Alors, l’homme reconnut une fosse. Il fut repris de honte : à
quoi bon ? il n’y aurait pas de travail. Au lieu de se diriger vers
les bâtiments, il se risqua enfin à gravir le terri sur lequel
brûlaient les trois feux de houille, dans des corbeilles de fonte,
pour éclairer et réchauffer la besogne. Les ouvriers de la coupe à
terre avaient dû travailler tard, on sortait encore les débris
inutiles. Maintenant, il entendait les moulineurs pousser les
trains sur les tréteaux, il distinguait des ombres vivantes
culbutant les berlines, près de chaque feu.

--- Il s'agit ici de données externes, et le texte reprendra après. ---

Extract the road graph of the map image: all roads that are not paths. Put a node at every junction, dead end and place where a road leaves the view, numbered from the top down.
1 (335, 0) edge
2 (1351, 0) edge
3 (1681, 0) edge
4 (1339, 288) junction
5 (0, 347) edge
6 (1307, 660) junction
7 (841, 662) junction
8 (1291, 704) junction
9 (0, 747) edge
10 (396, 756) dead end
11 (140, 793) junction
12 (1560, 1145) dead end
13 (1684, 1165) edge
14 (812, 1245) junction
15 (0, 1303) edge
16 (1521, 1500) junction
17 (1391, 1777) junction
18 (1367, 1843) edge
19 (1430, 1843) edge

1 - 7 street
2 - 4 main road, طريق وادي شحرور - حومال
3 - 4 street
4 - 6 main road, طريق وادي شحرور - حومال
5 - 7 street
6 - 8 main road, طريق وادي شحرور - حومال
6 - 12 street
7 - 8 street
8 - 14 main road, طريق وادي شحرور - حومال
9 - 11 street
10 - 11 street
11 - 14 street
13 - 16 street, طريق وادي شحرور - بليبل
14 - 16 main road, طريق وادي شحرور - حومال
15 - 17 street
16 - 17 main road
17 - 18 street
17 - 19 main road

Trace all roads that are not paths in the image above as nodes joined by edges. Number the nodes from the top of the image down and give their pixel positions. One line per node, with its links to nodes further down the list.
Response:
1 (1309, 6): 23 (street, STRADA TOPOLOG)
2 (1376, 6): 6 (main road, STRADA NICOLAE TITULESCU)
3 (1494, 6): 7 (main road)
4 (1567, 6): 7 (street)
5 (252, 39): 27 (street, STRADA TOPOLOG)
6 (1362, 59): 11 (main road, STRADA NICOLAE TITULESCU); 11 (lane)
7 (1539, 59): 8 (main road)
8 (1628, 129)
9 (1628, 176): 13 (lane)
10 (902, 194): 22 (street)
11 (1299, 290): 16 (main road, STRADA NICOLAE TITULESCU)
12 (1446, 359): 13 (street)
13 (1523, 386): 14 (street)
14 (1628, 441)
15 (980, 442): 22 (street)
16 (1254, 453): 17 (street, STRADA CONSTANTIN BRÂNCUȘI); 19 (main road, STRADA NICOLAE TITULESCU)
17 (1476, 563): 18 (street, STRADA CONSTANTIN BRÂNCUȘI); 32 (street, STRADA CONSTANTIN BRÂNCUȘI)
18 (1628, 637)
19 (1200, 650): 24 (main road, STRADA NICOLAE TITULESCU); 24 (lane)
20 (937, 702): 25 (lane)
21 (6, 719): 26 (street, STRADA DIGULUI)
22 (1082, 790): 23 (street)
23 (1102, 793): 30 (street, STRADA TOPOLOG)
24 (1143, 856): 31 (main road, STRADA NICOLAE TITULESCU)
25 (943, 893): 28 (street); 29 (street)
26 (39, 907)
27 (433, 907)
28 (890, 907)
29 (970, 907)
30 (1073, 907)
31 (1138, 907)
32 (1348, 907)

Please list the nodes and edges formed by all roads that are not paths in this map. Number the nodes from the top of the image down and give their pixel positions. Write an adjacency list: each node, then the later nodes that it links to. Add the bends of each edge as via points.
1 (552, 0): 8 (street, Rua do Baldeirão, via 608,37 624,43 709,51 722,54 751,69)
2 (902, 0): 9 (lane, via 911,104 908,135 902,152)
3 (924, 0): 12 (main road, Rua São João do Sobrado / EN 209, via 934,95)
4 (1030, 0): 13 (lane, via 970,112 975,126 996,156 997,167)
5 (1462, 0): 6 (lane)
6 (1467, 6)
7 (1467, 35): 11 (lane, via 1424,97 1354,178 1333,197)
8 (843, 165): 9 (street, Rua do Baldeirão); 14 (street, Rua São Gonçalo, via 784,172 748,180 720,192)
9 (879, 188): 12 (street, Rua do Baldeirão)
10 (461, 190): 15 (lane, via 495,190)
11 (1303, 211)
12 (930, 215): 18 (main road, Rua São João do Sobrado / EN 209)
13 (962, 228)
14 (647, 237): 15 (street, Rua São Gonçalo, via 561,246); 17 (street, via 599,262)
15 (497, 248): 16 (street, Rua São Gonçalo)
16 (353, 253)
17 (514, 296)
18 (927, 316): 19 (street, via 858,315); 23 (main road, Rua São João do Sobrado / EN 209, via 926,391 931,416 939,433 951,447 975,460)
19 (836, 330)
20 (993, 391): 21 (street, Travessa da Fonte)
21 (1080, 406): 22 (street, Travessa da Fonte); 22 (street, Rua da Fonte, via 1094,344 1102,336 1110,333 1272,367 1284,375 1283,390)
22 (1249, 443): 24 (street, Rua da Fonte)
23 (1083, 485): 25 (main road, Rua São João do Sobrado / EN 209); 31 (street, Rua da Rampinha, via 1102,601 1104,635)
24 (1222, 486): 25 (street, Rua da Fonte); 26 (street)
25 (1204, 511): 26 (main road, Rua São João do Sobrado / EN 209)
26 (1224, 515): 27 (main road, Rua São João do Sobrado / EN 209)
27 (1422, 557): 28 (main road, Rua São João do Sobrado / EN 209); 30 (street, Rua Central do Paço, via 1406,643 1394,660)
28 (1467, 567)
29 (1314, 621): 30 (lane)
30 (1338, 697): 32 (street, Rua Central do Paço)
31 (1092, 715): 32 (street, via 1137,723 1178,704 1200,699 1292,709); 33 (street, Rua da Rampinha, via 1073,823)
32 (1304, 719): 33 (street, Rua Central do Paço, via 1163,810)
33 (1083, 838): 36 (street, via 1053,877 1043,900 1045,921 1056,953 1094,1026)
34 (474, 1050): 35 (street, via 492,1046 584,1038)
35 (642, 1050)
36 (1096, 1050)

– Bonjour, dit-il en s’approchant d’une des corbeilles.
Tournant le dos au brasier, le charretier était debout, un
vieillard vêtu d’un tricot de laine violette, coiffé d’une casquette
en poil de lapin ; pendant que son cheval, un gros cheval jaune,
attendait, dans une immobilité de pierre, qu’on eût vidé les six
berlines montées par lui. Le manœuvre employé au culbuteur,
un gaillard roux et efflanqué, ne se pressait guère, pesait sur le
levier d’une main endormie. Et, là-haut, le vent redoublait, une
bise glaciale, dont les grandes haleines régulières passaient
comme des coups de faux.
– Bonjour, répondit le vieux.
Un silence se fit. L’homme, qui se sentait regardé d’un œil
méfiant, dit son nom tout de suite.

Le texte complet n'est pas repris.